Assignment: Scan the records below for the line with "thumb cmc: (331, 321)" and the line with "ring pip: (256, 213)". Repeat those two lines and every line between them exactly, and nothing else.

### Supplied records ###

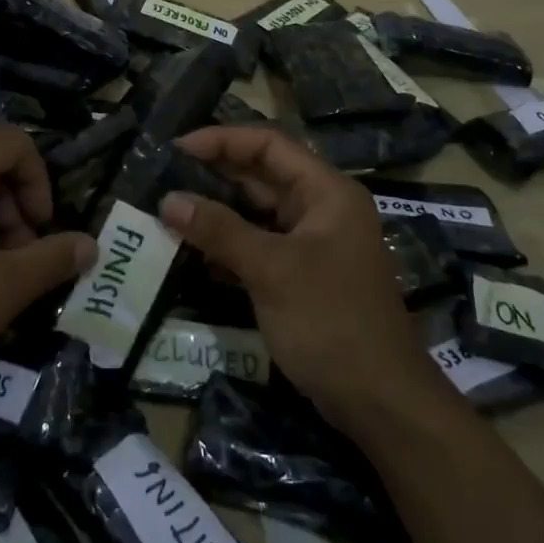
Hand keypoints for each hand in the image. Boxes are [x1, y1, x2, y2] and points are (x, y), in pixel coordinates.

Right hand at [159, 125, 438, 428]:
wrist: (380, 402)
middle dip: (214, 174)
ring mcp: (311, 244)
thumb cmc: (331, 321)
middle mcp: (320, 208)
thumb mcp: (272, 270)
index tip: (177, 148)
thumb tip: (167, 201)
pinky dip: (227, 244)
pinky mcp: (300, 275)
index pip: (269, 145)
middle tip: (163, 177)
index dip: (222, 139)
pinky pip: (258, 245)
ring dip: (216, 210)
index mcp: (326, 192)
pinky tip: (191, 249)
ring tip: (168, 209)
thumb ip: (219, 231)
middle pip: (261, 175)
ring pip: (256, 213)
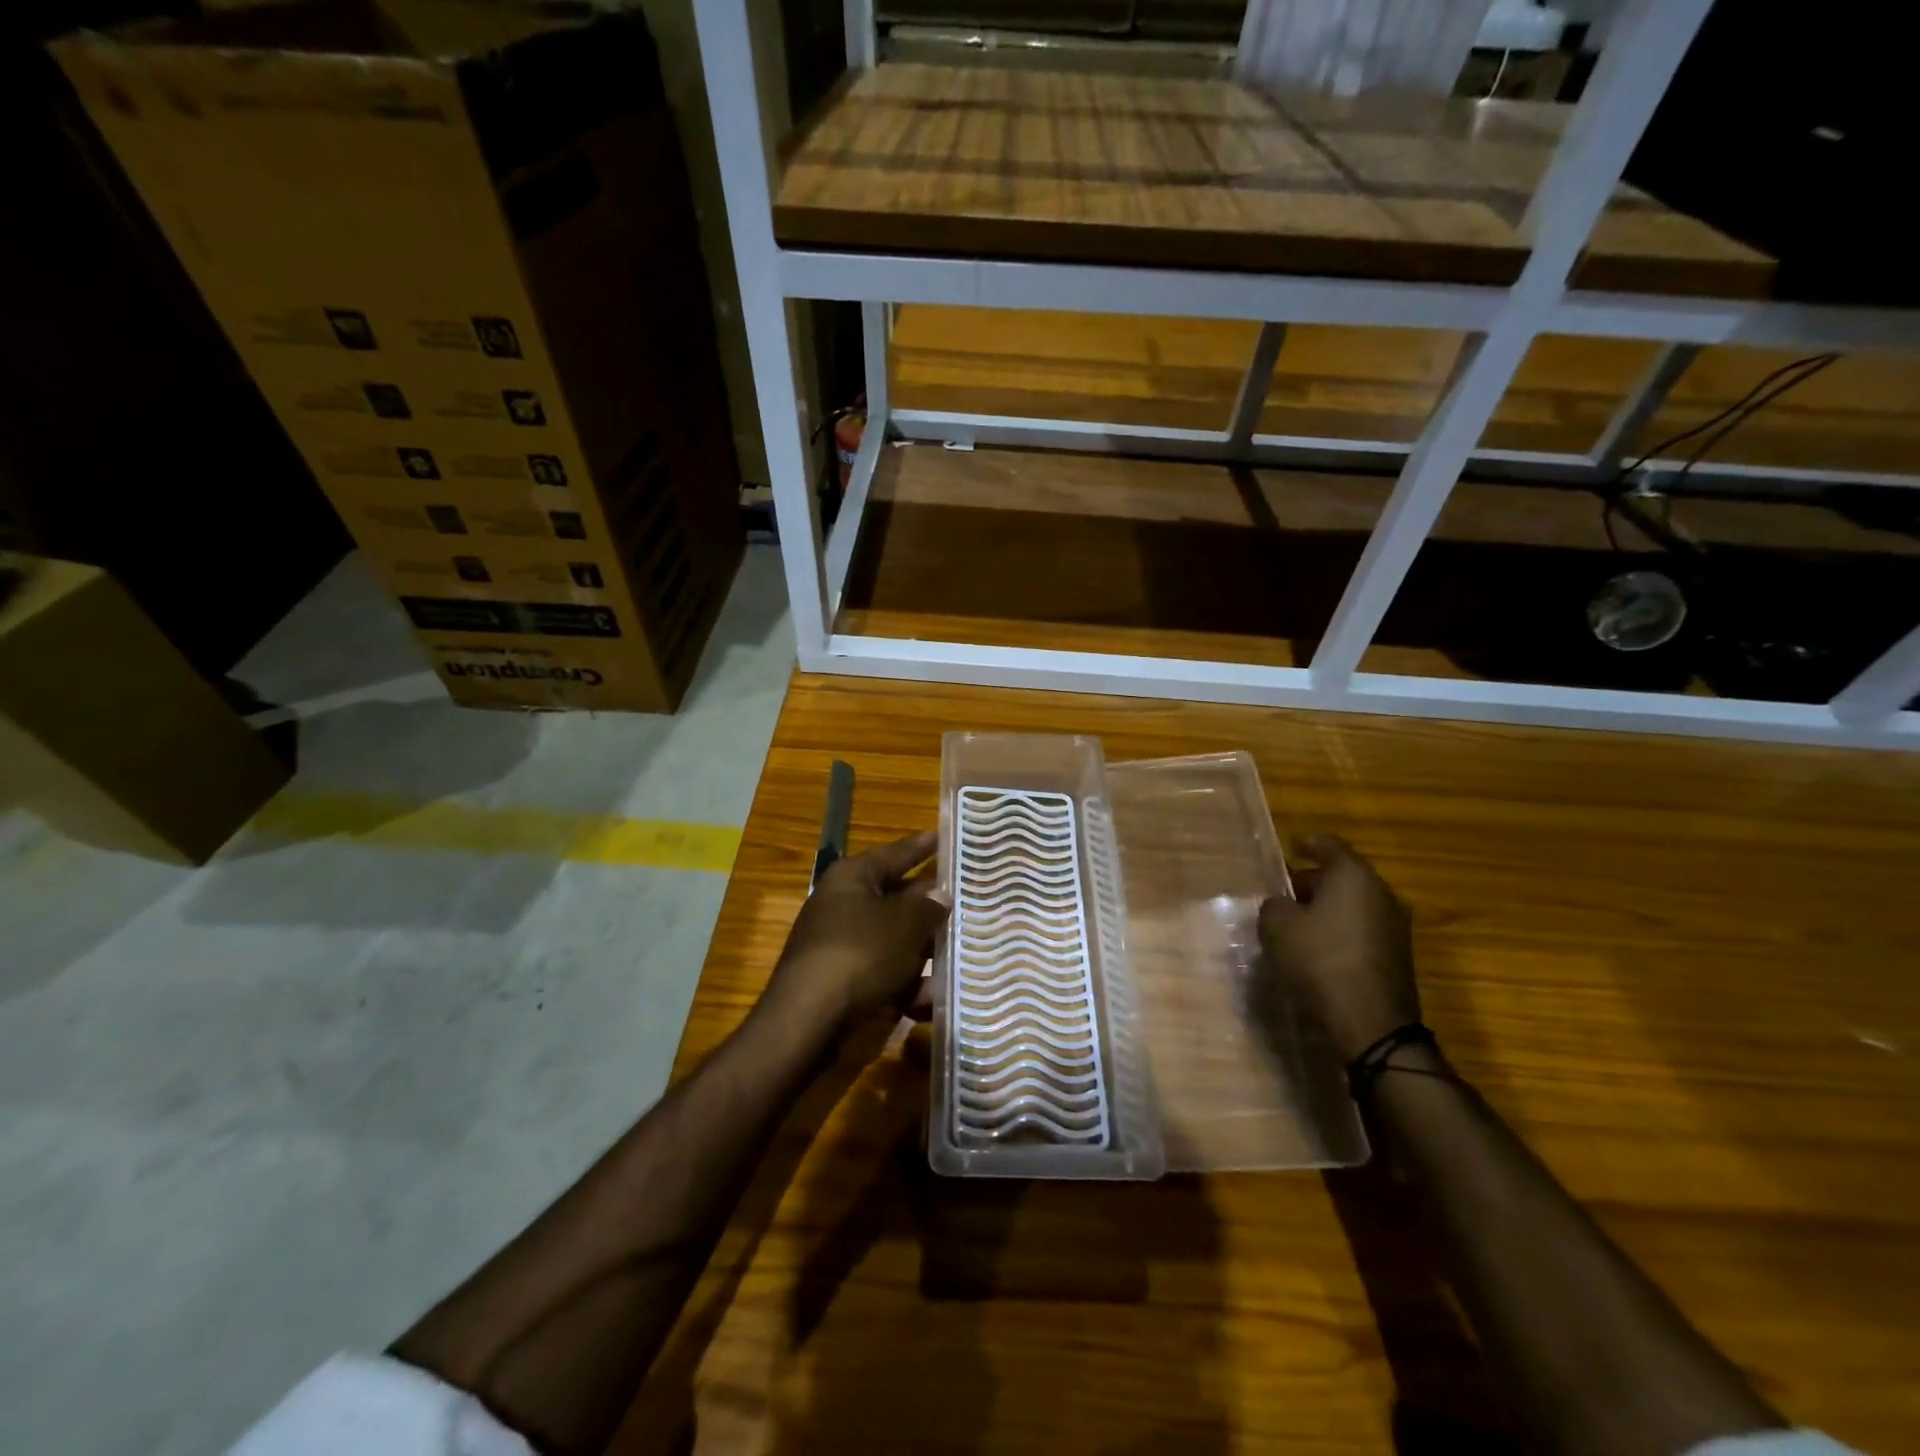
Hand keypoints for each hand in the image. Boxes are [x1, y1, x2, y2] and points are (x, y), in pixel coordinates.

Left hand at [766, 829, 948, 1033]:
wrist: (808, 1020)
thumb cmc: (860, 954)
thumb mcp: (904, 925)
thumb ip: (927, 908)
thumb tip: (940, 894)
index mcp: (853, 877)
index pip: (895, 853)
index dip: (922, 845)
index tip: (944, 835)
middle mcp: (843, 904)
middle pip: (896, 898)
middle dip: (930, 907)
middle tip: (968, 901)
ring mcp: (840, 943)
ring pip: (893, 939)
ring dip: (924, 952)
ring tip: (962, 956)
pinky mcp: (841, 979)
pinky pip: (883, 972)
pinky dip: (906, 984)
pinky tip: (930, 1000)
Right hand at [1257, 834, 1418, 1062]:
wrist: (1371, 1022)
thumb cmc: (1319, 960)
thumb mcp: (1276, 926)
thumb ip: (1274, 905)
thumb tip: (1284, 905)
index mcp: (1353, 875)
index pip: (1328, 844)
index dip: (1306, 844)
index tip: (1290, 848)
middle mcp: (1381, 892)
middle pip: (1343, 875)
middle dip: (1312, 880)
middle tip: (1283, 893)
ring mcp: (1395, 925)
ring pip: (1354, 903)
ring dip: (1327, 908)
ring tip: (1297, 923)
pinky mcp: (1397, 954)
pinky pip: (1362, 928)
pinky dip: (1340, 930)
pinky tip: (1318, 948)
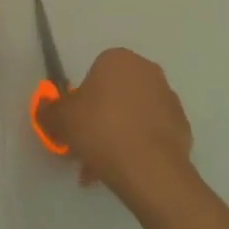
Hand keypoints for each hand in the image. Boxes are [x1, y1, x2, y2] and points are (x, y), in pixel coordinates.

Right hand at [46, 47, 194, 207]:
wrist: (149, 169)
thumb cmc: (100, 129)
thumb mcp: (60, 118)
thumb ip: (48, 110)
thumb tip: (44, 109)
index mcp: (119, 59)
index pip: (95, 73)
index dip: (82, 99)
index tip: (76, 123)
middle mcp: (148, 72)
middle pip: (116, 94)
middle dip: (101, 118)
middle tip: (87, 144)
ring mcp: (170, 100)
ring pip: (134, 116)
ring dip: (119, 134)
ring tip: (104, 166)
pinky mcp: (183, 128)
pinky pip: (152, 134)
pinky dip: (139, 147)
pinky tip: (126, 169)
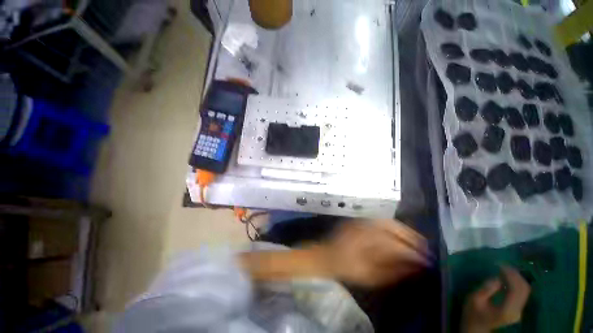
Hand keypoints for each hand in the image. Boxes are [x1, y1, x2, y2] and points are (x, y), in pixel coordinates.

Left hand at [319, 219, 429, 286]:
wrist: (326, 255)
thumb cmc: (346, 268)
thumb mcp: (369, 275)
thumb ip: (393, 271)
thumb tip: (415, 267)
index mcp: (366, 240)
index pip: (395, 244)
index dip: (413, 252)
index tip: (427, 261)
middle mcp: (365, 226)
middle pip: (392, 226)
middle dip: (411, 236)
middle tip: (425, 248)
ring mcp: (361, 221)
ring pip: (387, 221)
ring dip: (403, 230)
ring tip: (415, 242)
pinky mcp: (359, 221)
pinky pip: (380, 221)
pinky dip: (393, 227)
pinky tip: (399, 235)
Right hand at [462, 266, 530, 332]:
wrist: (477, 327)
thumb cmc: (473, 312)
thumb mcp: (474, 299)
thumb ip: (486, 289)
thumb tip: (497, 278)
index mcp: (507, 310)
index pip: (516, 289)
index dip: (511, 275)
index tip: (500, 265)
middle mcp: (517, 311)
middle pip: (524, 289)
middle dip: (515, 274)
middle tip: (503, 264)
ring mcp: (519, 310)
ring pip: (525, 290)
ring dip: (517, 277)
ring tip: (504, 269)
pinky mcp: (518, 308)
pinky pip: (522, 292)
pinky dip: (516, 282)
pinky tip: (507, 278)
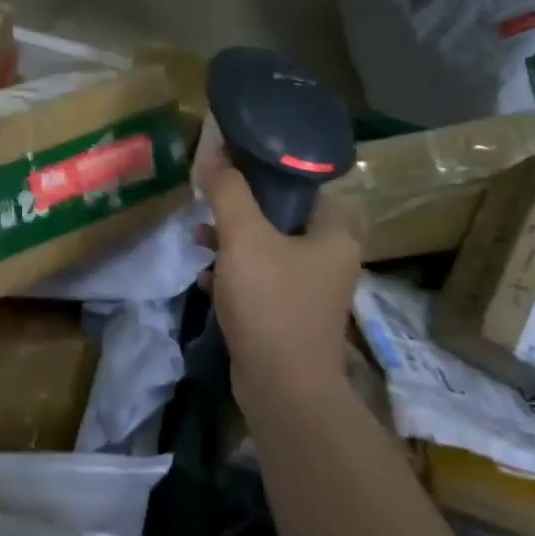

###

Expected output:
thumb cmc: (331, 321)
middle mcp: (320, 208)
thumb mcp: (272, 270)
index tip: (177, 148)
thumb tip: (167, 201)
pinky dip: (227, 244)
pinky mcp: (300, 275)
index pip: (269, 145)
middle tip: (163, 177)
index dip: (222, 139)
pinky pip: (258, 245)
ring dip: (216, 210)
index mcp: (326, 192)
pinky tip: (191, 249)
ring tip: (168, 209)
thumb ip: (219, 231)
middle pip: (261, 175)
ring pip: (256, 213)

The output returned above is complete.